Work instruction.
Word for word, set down every line of the entries below from the line with "block(22, 363, 2404, 924, SkColorSetRGB(252, 207, 20));" to the line with "653.5f, 14, 13), 6.5f, 6.5f, paint);", including both, and no other line.

Stored data
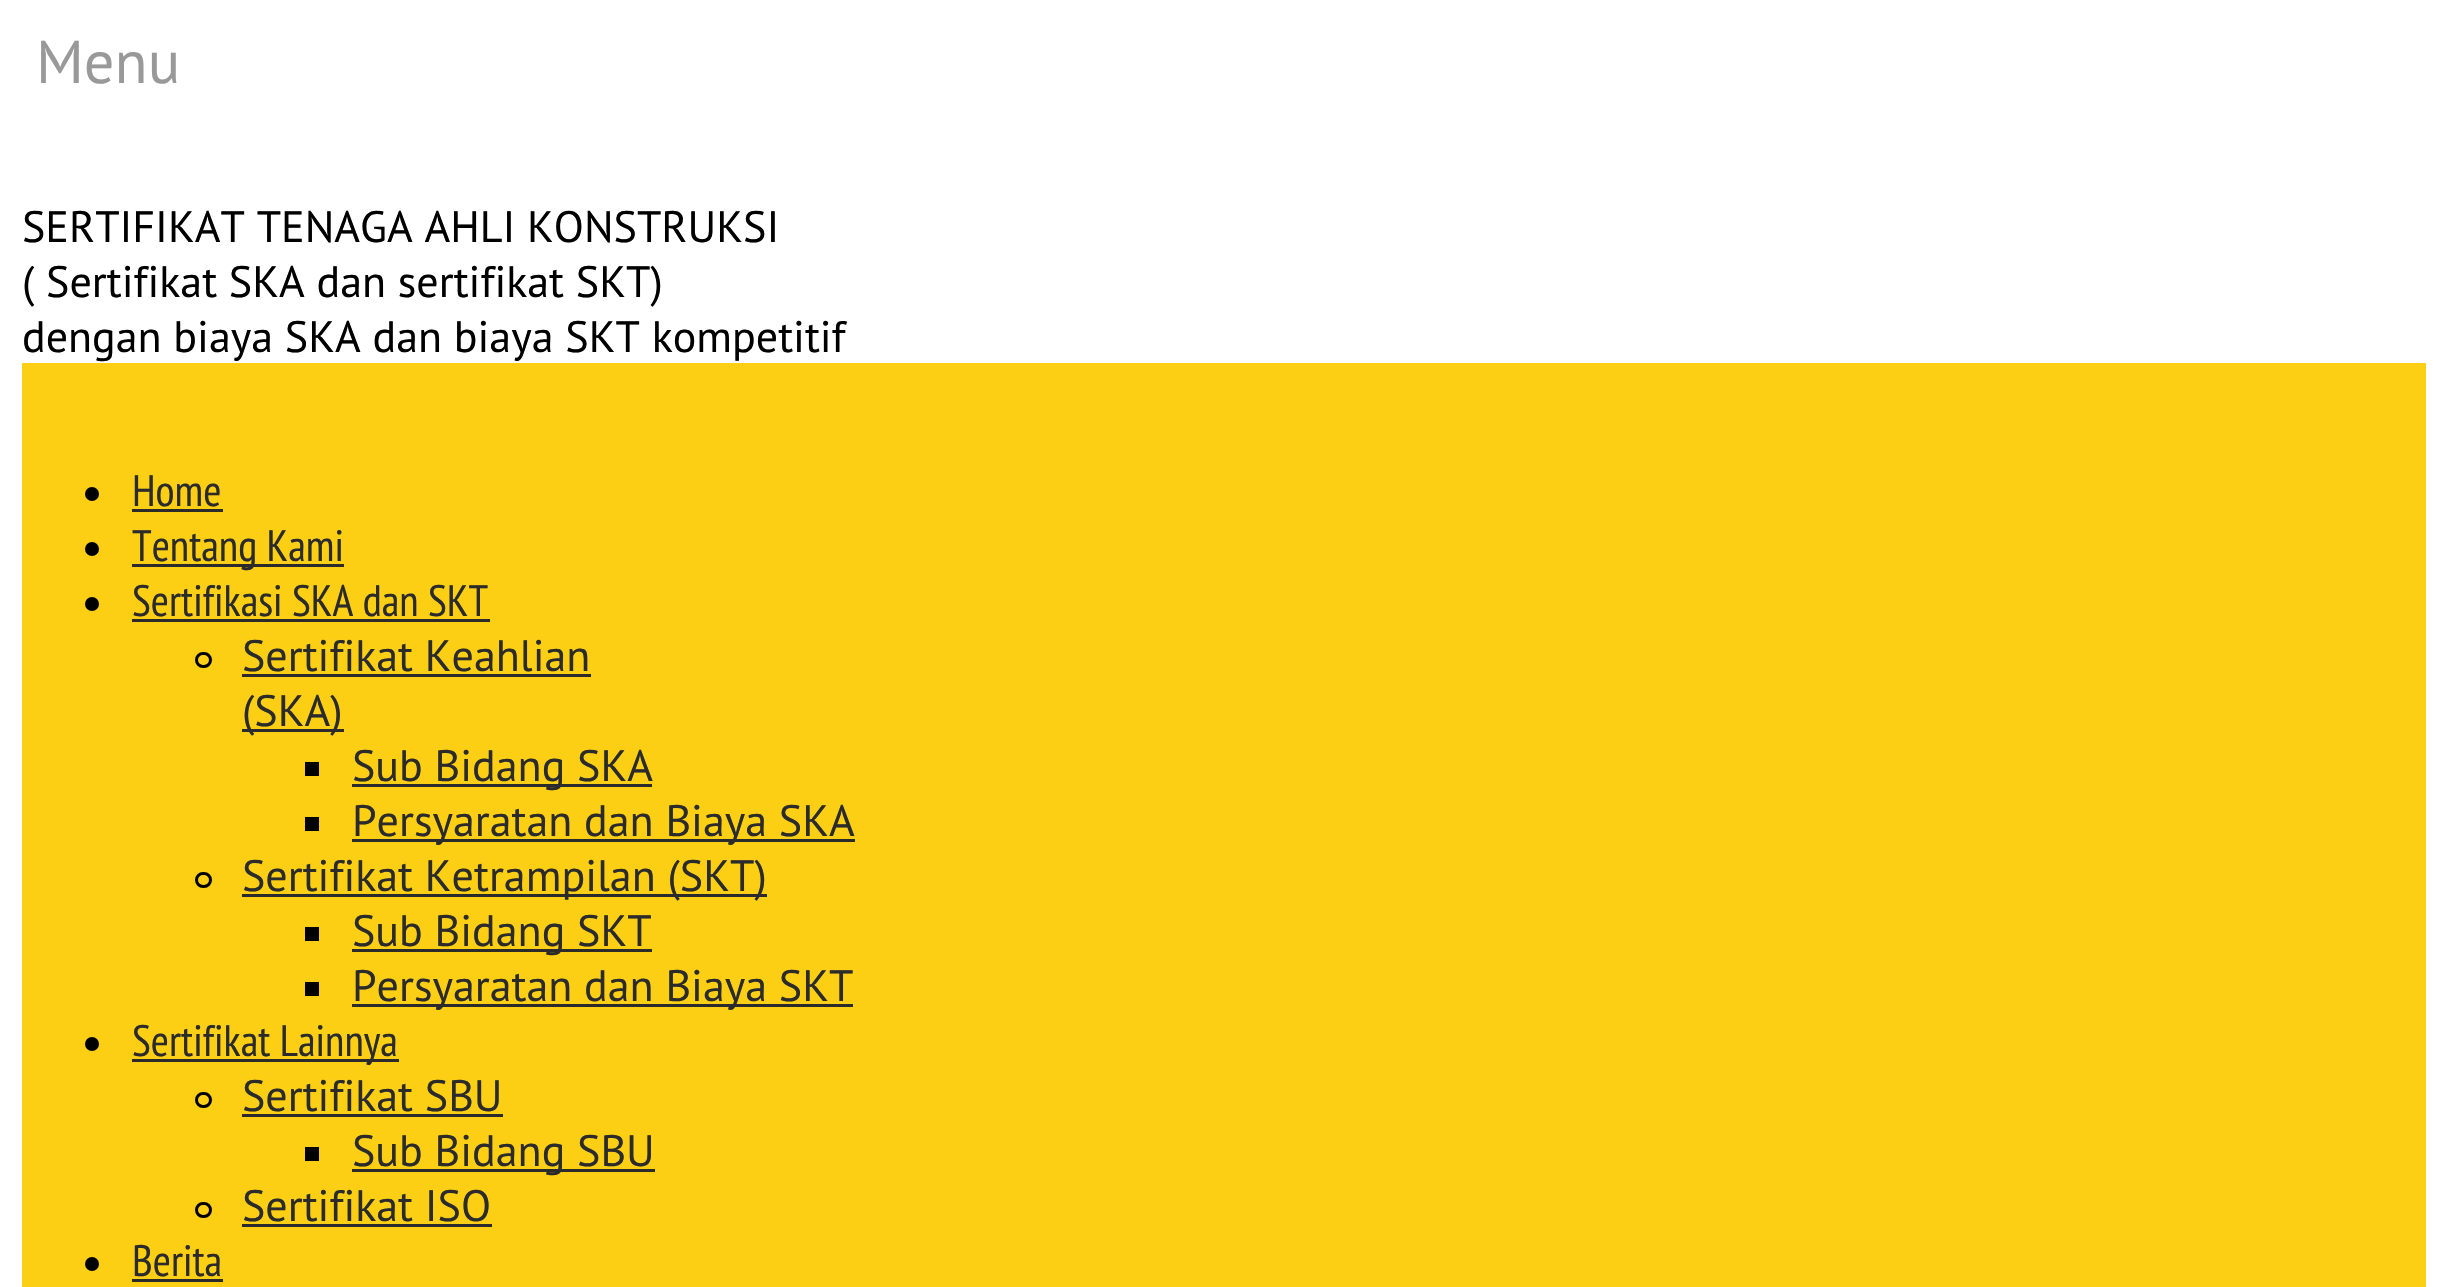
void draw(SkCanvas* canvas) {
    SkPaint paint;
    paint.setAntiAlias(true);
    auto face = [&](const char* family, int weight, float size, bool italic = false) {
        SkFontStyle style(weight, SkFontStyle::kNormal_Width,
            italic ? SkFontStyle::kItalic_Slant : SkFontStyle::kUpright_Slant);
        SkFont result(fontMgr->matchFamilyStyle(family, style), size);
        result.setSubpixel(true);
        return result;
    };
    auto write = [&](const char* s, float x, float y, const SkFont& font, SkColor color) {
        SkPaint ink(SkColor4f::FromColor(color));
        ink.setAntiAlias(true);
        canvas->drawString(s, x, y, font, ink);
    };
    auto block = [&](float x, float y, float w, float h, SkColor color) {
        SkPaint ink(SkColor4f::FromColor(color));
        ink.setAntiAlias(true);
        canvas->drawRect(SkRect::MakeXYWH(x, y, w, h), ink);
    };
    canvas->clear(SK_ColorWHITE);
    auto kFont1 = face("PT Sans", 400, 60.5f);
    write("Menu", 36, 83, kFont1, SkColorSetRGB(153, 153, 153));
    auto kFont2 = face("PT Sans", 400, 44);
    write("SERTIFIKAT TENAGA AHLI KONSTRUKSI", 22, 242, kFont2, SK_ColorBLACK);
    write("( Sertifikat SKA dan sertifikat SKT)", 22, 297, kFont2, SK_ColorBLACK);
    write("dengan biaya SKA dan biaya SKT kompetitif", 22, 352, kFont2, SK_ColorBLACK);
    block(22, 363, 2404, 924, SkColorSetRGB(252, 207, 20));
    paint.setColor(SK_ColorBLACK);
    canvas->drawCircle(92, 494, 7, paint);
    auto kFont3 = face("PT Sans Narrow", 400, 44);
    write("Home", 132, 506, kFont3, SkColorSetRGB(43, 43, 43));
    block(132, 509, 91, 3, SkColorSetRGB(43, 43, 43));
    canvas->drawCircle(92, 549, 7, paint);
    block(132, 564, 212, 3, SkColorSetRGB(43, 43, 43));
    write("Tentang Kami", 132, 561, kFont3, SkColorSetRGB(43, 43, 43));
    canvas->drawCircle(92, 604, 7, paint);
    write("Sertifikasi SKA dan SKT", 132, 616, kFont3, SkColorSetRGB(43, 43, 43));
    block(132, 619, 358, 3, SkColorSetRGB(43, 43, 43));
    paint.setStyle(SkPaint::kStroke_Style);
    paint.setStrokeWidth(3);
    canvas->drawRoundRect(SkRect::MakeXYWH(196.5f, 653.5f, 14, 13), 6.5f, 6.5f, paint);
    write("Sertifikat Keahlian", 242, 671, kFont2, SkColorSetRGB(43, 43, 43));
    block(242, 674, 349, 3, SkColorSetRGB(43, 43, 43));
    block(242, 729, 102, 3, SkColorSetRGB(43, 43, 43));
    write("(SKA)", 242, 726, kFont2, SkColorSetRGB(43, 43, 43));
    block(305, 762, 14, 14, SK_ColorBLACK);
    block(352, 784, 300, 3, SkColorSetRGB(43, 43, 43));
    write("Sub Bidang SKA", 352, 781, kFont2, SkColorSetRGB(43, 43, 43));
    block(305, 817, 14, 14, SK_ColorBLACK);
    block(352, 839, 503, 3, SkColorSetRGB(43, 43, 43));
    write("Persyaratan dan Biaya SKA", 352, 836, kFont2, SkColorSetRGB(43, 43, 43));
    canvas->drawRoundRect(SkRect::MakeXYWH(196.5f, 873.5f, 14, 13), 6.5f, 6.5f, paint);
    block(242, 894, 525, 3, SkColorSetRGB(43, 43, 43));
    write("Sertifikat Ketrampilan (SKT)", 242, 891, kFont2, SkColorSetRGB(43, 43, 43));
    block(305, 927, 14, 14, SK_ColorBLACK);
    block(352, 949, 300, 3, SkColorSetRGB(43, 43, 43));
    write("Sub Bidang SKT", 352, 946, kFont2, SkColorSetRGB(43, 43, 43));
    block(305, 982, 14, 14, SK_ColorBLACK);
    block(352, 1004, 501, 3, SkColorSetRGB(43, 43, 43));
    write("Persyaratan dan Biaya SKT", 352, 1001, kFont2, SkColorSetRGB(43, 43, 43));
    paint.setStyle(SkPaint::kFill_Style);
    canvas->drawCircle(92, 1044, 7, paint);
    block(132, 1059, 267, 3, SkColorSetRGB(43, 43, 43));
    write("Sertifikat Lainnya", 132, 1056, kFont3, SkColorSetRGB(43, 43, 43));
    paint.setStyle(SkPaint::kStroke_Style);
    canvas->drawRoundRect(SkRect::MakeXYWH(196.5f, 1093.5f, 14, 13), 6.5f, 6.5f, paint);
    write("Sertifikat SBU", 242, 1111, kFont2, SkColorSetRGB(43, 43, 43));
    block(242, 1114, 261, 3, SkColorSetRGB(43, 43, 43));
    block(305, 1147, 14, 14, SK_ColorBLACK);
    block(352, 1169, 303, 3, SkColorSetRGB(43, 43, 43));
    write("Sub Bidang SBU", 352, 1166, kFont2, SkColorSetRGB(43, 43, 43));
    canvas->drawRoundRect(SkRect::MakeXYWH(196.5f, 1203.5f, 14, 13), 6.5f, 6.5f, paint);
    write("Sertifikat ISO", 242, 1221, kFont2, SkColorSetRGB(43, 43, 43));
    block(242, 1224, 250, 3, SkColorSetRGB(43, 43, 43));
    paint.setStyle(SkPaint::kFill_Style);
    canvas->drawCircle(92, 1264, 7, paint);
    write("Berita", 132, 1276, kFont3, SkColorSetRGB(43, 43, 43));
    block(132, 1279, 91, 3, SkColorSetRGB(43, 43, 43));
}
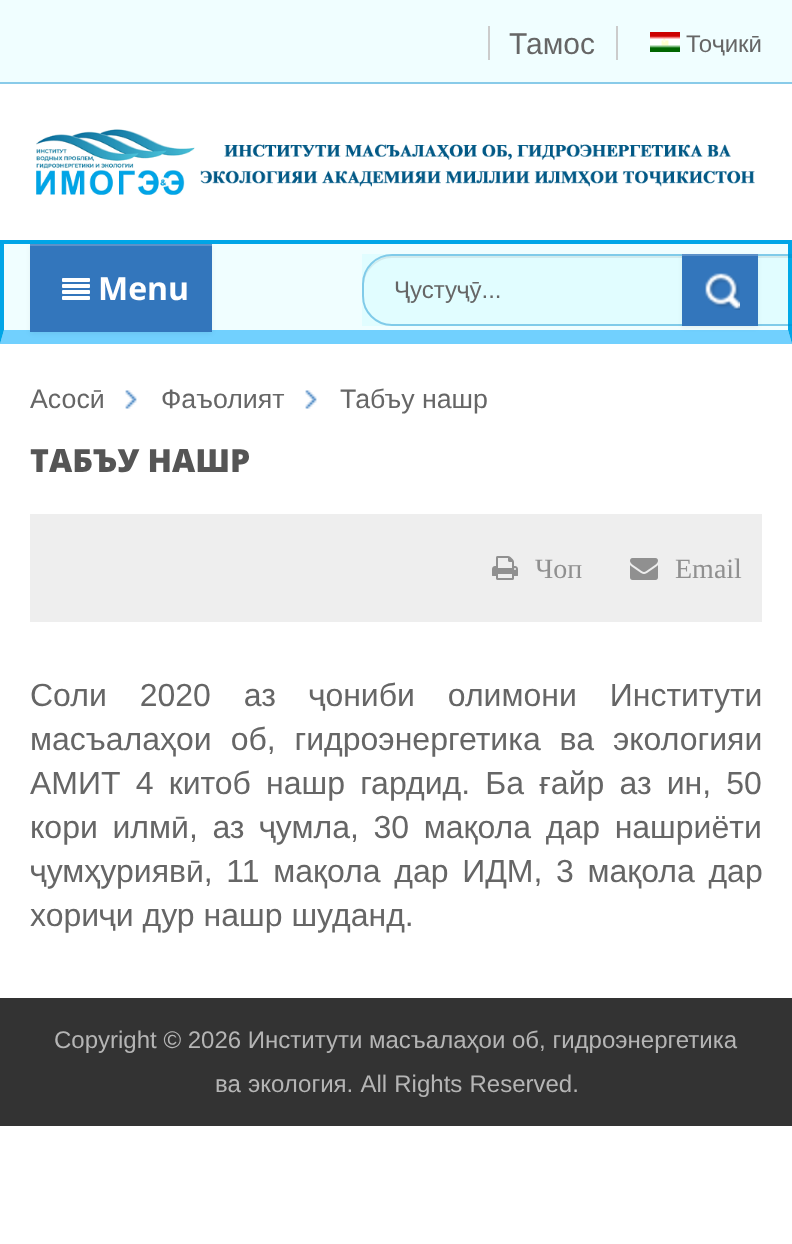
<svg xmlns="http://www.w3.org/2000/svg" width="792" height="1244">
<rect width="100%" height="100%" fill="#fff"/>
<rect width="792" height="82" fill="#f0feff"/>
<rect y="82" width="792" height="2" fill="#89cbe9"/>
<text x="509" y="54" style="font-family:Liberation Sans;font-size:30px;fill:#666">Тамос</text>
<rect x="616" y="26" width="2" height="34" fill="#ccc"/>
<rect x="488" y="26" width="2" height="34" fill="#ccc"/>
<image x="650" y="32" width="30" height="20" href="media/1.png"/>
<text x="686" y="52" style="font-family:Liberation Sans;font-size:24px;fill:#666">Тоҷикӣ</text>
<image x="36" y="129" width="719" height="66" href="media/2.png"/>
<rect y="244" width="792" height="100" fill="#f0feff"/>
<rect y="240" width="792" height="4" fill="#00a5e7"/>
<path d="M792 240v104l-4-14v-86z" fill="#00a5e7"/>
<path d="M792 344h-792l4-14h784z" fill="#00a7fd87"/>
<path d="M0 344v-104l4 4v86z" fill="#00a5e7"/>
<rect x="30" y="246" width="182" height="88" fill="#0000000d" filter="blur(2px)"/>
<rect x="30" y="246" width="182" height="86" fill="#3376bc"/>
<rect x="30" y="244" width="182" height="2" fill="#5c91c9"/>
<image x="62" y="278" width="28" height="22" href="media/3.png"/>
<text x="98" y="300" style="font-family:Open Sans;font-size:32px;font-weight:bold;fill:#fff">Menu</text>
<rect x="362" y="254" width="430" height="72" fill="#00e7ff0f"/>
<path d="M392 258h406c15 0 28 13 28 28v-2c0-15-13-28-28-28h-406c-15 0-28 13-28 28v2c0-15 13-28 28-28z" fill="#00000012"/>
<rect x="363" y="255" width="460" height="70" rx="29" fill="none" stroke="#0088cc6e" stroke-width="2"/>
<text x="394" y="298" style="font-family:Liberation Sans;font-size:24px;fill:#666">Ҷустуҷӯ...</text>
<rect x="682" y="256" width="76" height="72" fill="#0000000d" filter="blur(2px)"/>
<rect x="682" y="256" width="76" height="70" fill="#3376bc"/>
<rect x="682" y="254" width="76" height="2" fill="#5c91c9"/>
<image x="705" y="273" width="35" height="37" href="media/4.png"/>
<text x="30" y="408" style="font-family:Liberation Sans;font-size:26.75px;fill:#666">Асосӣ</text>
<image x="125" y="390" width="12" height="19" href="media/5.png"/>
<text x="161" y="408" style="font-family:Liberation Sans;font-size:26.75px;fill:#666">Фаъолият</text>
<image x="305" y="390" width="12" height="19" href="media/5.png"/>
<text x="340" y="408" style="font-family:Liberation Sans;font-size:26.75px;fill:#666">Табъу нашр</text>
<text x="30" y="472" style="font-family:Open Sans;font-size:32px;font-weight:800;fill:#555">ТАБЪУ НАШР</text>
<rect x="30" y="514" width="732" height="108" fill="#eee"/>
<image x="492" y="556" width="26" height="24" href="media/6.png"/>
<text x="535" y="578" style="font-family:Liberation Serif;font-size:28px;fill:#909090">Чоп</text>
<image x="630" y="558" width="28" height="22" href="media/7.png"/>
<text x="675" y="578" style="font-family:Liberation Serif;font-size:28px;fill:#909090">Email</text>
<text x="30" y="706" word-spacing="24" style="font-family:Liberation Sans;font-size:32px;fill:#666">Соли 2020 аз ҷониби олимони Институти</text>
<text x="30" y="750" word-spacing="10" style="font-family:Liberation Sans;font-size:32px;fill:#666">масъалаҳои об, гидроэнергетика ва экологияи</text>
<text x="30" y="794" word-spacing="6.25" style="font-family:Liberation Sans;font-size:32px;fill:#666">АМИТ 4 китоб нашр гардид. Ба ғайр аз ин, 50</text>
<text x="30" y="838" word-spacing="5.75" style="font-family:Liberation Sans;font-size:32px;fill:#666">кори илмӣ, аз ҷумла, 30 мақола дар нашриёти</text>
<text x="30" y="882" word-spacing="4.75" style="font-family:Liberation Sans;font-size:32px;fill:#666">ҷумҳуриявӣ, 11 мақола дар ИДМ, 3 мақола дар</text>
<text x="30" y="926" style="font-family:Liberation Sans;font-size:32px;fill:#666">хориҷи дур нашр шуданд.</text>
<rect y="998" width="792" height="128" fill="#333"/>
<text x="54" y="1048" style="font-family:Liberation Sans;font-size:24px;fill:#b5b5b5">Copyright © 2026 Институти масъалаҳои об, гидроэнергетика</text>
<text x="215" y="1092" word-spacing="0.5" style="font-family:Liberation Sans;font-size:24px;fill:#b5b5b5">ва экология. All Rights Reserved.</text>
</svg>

Exercise solution.
    block(22, 363, 2404, 924, SkColorSetRGB(252, 207, 20));
    paint.setColor(SK_ColorBLACK);
    canvas->drawCircle(92, 494, 7, paint);
    auto kFont3 = face("PT Sans Narrow", 400, 44);
    write("Home", 132, 506, kFont3, SkColorSetRGB(43, 43, 43));
    block(132, 509, 91, 3, SkColorSetRGB(43, 43, 43));
    canvas->drawCircle(92, 549, 7, paint);
    block(132, 564, 212, 3, SkColorSetRGB(43, 43, 43));
    write("Tentang Kami", 132, 561, kFont3, SkColorSetRGB(43, 43, 43));
    canvas->drawCircle(92, 604, 7, paint);
    write("Sertifikasi SKA dan SKT", 132, 616, kFont3, SkColorSetRGB(43, 43, 43));
    block(132, 619, 358, 3, SkColorSetRGB(43, 43, 43));
    paint.setStyle(SkPaint::kStroke_Style);
    paint.setStrokeWidth(3);
    canvas->drawRoundRect(SkRect::MakeXYWH(196.5f, 653.5f, 14, 13), 6.5f, 6.5f, paint);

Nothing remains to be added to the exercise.